En primer lugar, deseo aclararle que nunca hemos dicho que la libertad religiosa debe desaparecer o que los feligreses de las distintas iglesias no puedan decir lo que piensan.
En segundo lugar, la democracia no es un sistema en donde las mayorias simplemente se imponen sobre las minorías. Para eso tenemos una Constitución con derechos fundamentales que sirven de freno al poder de las mayorías. Si aceptaramos que simplemente se hace "lo que la mayoría diga", podríamos justificar la tortura, la esclavitud, y otras afrentas graves contra la libertad. Una de estas es, según nuestro punto de vista, el que las mayorías decidan qué tipo de familia podrán formar las minorías, que las mayorías impongan su visión de matrimonio sobre lo demás.
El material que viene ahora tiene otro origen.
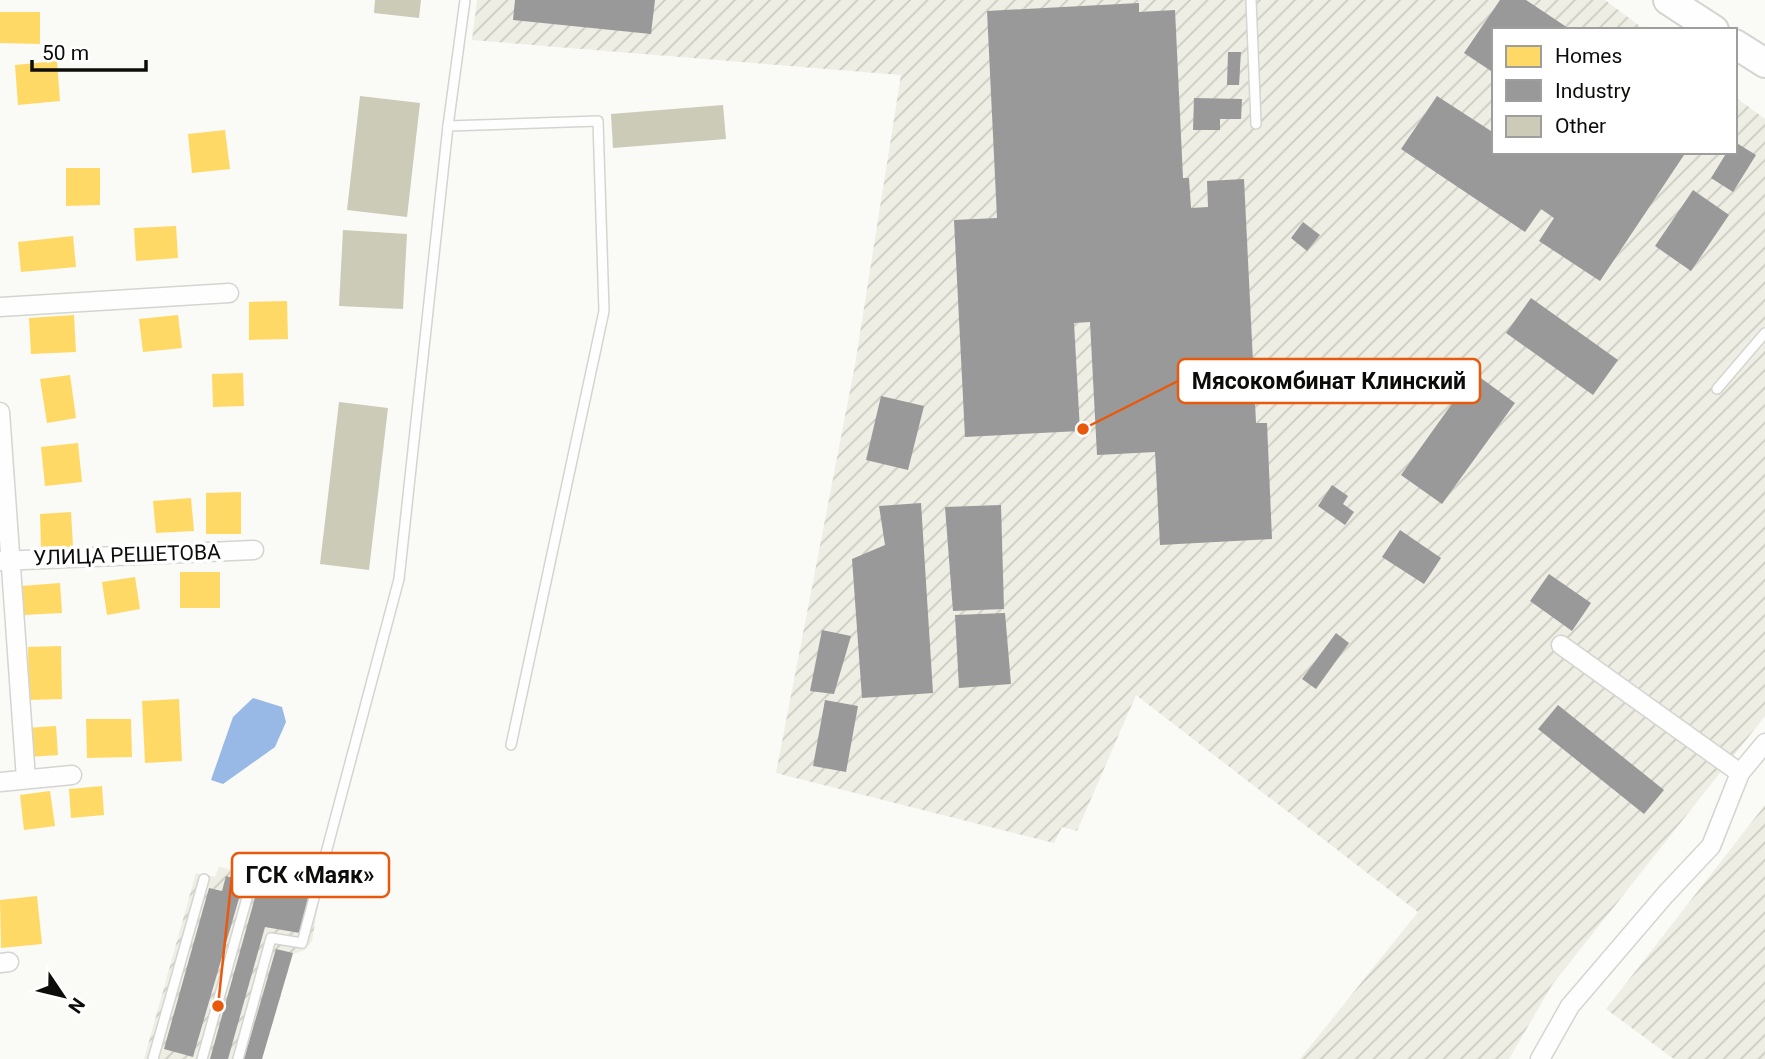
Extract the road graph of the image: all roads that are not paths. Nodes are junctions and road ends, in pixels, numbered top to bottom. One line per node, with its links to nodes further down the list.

La Constitución Política, si bien como ha dicho la Sala Constitucional protege a la familia tradicional (hombre y mujer); no prohibe que las personas en ejercicio de su libertad contractual dispongan una unión civil aún con individuos del mismo sexo.
¿En qué le afecta a Ud. que dos hombres o dos mujeres celebren un contrato entre ellos que defina derechos y obligaciones no solo económicas, sino de fidelidad y de otra naturaleza?
Si su respuesta, como infiero a partir de su comentario anterior, fuera "porque eso atenta contra la moral y las buenas costumbres", Ud. se desenmascararía. Revelaría el sustrato absolutista de su concepción de la moral porque Ud. no sólo la defina, sino que cree tener el derecho de imponerla a los demás.
En ASOJOD, si bien tenemos conceptos propios de moral, no nos parece que impongamos por la fuerza coactiva de la ley visiones propias; salvo que se busque proteger los derechos fundamentales de los individuos.
El asunto de los menores de edad es otro. Aunque yo en lo personal no veo problema que una pareja homosexual adopte, como se ha permitido en España. El punto del actual proyecto es sólamente permitir que las parejas del mismo sexo celebren contratos entre sí de naturaleza no sólo patrimonial. No veo por qué los Católicos se deben meter en esto.